Mais, modules ou semi-remorques reviennent presque toujours à vide, à l'exception de quelques homards ou fleurs (des jonquilles). « C'est l'aller qui paye, confirme Patrice Mevel. Cette activité est pourtant très rentable, les habitants de Guernesey et Jersey ayant un fort pouvoir d'achat. De plus, nous ne sommes que trois transporteurs sur ce marché ». L'agence de Saint-Malo, site historique des Routiers Bretons, compte quatre personnes : un responsable, un conducteur, une personne qui gère le côté administratif et un déclarant en douanes. Un dernier poste nécessaire puisque les îles anglo-normandes ne font pas partie de l'Union Europénne.
217 cartes grises, c'est ce dont disposent les Routiers Bretons, à fin mars 2001. Cette flotte se compose de 96 véhicules moteurs, répartis en 62 tracteurs et 34 porteurs dont 4 spécifiques à l'activité de distribution. Elle compte par ailleurs 35 remorques (de camions-remorques), 78 caisses mobiles et 77 semi-remorques dont 15 frigorifiques, 49 fourgons et 13 savoyardes. 38 % des véhicules moteurs sont de marque Volvo, 28 % Scania, 30 % Mercedes et 4 % Man.

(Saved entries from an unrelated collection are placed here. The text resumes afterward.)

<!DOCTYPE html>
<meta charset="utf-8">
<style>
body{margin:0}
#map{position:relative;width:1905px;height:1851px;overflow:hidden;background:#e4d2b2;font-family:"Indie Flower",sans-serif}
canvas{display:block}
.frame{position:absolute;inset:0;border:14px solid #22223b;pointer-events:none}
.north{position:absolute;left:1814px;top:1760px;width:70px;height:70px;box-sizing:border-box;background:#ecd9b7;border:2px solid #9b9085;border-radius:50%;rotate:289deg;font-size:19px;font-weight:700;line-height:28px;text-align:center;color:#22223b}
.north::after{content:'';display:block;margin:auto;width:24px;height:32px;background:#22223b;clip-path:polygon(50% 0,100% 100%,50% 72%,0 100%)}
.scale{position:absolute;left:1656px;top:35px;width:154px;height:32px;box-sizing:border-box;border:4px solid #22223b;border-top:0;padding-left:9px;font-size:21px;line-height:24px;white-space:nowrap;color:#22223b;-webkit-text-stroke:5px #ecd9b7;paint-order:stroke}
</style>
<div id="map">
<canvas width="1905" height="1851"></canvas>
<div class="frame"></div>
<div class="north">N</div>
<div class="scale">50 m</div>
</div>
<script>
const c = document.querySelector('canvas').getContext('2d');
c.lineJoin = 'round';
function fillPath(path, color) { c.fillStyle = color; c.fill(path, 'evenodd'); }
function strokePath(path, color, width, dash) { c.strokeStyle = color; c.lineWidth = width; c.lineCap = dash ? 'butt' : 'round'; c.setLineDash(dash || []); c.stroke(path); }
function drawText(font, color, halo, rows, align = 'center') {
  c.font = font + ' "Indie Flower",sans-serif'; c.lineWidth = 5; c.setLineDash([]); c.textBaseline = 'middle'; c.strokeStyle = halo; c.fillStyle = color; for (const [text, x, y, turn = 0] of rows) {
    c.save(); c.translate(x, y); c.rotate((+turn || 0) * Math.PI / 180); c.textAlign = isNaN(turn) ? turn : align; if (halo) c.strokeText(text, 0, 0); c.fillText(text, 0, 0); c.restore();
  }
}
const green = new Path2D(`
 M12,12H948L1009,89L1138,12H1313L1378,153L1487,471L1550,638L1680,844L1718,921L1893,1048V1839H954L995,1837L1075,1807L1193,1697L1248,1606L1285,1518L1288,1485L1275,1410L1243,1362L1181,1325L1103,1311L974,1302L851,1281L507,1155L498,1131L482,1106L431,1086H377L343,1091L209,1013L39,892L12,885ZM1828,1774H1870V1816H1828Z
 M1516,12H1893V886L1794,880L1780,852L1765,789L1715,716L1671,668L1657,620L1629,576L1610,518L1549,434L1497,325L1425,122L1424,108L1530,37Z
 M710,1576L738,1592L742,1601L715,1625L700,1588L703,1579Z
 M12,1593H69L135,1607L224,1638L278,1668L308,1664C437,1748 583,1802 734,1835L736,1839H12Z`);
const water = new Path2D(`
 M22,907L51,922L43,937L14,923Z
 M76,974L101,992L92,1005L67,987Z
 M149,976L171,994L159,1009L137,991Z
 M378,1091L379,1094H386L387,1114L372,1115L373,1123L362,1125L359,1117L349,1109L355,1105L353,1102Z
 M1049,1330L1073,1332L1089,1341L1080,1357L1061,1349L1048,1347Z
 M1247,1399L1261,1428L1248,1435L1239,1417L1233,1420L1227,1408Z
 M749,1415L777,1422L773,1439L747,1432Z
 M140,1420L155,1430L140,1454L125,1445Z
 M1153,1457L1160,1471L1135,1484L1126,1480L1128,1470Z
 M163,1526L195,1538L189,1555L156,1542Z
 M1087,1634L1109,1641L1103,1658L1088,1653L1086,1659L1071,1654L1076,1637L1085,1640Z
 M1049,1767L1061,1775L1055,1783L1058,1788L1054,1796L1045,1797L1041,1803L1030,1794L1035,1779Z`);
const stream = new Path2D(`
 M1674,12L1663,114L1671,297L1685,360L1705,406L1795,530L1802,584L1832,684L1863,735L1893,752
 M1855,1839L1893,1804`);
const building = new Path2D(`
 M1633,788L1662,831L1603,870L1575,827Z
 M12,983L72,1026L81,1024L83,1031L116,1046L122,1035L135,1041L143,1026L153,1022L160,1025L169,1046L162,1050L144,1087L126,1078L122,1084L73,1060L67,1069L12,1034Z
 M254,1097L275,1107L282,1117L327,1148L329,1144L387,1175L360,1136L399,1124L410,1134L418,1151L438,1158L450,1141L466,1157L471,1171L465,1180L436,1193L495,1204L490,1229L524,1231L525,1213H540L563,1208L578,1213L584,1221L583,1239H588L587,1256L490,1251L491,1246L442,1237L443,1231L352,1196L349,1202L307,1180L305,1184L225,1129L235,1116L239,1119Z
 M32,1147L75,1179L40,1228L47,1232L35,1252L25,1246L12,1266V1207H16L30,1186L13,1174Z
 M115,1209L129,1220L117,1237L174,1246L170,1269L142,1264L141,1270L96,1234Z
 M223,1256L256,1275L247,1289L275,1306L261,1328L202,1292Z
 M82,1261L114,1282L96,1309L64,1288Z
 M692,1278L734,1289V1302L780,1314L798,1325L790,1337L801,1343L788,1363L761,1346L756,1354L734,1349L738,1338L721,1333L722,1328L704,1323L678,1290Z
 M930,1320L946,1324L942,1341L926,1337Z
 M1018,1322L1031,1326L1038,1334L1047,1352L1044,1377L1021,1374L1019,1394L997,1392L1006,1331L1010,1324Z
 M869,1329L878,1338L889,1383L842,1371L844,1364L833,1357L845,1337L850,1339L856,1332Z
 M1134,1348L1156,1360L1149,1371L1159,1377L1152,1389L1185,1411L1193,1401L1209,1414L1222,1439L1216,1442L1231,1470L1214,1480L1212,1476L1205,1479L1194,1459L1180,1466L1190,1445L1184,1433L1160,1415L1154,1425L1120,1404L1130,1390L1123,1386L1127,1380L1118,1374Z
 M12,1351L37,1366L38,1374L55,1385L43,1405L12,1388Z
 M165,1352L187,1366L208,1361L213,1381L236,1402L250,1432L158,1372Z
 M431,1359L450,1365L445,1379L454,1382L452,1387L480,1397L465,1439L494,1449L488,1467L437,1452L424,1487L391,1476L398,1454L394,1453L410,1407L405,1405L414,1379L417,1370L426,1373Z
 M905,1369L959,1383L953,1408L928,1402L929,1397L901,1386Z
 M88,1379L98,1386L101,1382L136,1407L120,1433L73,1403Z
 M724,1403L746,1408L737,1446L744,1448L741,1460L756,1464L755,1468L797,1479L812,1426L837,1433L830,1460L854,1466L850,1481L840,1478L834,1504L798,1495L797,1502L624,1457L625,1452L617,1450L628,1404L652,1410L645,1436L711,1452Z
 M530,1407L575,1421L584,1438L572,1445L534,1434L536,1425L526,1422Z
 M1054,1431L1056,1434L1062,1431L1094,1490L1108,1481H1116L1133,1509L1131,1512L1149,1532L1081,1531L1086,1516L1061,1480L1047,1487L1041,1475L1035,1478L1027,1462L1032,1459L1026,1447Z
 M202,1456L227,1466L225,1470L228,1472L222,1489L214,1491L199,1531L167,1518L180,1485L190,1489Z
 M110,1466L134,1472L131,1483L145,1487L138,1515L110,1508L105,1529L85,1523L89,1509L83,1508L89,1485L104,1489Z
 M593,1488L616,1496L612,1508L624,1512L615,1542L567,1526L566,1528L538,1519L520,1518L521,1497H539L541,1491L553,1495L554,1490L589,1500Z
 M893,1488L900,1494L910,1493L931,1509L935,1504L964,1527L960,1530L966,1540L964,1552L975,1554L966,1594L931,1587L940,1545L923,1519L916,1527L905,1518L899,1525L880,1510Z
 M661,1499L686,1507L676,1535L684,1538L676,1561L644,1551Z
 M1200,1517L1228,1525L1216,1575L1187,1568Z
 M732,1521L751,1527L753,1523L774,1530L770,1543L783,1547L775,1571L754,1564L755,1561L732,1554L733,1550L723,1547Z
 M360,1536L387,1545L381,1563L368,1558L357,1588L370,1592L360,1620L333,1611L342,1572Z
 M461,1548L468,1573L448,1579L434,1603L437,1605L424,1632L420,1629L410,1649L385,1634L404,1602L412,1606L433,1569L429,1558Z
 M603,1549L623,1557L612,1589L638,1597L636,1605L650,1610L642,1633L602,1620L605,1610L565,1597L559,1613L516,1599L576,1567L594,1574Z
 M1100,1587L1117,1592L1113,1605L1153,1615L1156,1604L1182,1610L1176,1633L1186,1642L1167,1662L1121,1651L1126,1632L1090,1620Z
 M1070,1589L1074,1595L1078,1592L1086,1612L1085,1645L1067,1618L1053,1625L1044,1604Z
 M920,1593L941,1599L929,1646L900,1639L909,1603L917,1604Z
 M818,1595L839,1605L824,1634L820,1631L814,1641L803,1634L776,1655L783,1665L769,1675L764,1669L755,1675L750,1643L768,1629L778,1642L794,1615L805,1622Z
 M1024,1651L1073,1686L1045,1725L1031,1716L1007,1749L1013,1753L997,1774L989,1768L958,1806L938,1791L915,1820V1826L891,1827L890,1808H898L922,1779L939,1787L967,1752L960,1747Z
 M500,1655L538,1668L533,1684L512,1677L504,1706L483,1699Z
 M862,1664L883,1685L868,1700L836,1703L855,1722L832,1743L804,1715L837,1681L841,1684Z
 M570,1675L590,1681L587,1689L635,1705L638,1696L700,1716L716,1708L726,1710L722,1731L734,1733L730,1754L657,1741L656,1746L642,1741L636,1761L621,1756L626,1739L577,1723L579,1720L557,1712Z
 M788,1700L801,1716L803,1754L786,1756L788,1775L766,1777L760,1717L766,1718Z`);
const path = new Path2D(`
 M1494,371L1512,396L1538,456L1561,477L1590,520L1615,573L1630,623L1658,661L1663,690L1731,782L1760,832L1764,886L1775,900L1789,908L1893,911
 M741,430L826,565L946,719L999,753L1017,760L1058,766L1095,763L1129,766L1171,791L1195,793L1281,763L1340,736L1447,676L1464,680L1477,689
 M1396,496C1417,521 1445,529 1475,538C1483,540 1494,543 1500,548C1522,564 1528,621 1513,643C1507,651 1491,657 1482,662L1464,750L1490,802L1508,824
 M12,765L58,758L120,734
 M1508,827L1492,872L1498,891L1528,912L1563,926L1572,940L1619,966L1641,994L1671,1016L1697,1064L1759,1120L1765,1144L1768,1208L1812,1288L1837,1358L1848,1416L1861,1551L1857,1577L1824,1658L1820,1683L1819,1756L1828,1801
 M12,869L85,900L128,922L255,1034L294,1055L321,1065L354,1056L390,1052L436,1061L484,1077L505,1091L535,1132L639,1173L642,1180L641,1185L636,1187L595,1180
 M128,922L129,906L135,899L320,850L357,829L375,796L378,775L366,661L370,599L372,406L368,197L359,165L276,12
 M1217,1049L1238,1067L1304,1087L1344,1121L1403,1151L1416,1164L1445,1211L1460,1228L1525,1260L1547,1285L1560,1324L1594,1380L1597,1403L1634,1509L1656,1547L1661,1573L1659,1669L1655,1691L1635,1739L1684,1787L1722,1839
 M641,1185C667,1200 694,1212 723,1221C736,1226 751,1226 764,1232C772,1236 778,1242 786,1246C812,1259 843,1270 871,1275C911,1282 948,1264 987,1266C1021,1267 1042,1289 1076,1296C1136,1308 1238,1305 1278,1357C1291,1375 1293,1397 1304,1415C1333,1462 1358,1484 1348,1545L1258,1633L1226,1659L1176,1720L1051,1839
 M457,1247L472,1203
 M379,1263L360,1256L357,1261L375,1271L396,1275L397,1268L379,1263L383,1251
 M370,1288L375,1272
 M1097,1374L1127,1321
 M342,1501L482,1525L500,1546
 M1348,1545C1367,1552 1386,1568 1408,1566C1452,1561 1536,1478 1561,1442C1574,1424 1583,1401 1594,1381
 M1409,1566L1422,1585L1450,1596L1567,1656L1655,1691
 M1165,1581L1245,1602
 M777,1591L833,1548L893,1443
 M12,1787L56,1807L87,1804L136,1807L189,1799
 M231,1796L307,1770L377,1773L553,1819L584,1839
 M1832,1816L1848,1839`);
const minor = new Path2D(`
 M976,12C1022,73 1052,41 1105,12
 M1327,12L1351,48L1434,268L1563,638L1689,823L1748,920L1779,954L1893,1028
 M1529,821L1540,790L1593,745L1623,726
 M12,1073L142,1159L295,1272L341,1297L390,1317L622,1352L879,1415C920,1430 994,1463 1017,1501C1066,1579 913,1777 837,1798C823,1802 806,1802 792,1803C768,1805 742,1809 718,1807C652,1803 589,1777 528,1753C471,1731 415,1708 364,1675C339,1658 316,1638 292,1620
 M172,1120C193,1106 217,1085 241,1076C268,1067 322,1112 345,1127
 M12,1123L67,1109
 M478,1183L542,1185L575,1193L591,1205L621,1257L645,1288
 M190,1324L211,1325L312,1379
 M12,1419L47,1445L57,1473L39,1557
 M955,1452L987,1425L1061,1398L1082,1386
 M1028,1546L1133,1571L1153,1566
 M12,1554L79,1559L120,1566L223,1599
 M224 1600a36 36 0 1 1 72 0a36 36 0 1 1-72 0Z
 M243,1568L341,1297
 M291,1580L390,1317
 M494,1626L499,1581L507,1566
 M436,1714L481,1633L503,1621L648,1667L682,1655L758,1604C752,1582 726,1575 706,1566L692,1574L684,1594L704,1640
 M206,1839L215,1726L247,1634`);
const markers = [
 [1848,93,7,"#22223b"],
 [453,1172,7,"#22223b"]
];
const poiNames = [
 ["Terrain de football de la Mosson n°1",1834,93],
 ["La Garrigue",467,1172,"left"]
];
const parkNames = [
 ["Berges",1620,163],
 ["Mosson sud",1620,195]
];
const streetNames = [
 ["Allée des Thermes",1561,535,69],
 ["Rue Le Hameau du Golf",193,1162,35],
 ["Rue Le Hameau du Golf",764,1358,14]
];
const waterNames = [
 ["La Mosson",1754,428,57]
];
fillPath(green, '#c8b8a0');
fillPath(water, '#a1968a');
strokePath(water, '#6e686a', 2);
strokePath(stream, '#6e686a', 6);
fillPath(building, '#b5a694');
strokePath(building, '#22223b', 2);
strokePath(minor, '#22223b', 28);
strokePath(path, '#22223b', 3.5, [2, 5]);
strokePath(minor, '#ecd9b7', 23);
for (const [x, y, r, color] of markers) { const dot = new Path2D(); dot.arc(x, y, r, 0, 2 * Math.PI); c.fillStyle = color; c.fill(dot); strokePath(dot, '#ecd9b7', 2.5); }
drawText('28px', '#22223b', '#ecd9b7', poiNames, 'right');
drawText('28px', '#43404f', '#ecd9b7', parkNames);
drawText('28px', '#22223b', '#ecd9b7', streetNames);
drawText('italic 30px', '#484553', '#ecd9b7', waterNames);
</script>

L'entreprise travaille en permanence à améliorer la productivité du matériel roulant. Le kilométrage moyen mensuel des moteurs a été augmenté de 1 000 km en moyenne entre 1999 et 2000, jusqu'à 1 650 km pour les tracteurs. Un atelier intégré de 400 m2 (ouvert en semaine de 7 h à 20 h et le samedi matin), où travaillent 3 mécaniciens, permet d'effectuer les vidanges et graissages. Mais une grosse partie de l'entretien est sous-traité (freins, préparation au contrôle des mines, embrayages). Les véhicules sont renouvelés tous les 3 ans ou 650 000 km (700 000 km maximum), les semi-remorques tous les 7 ans (5 ans pour les frigo) et les porteurs de distribution tous les 5 ans.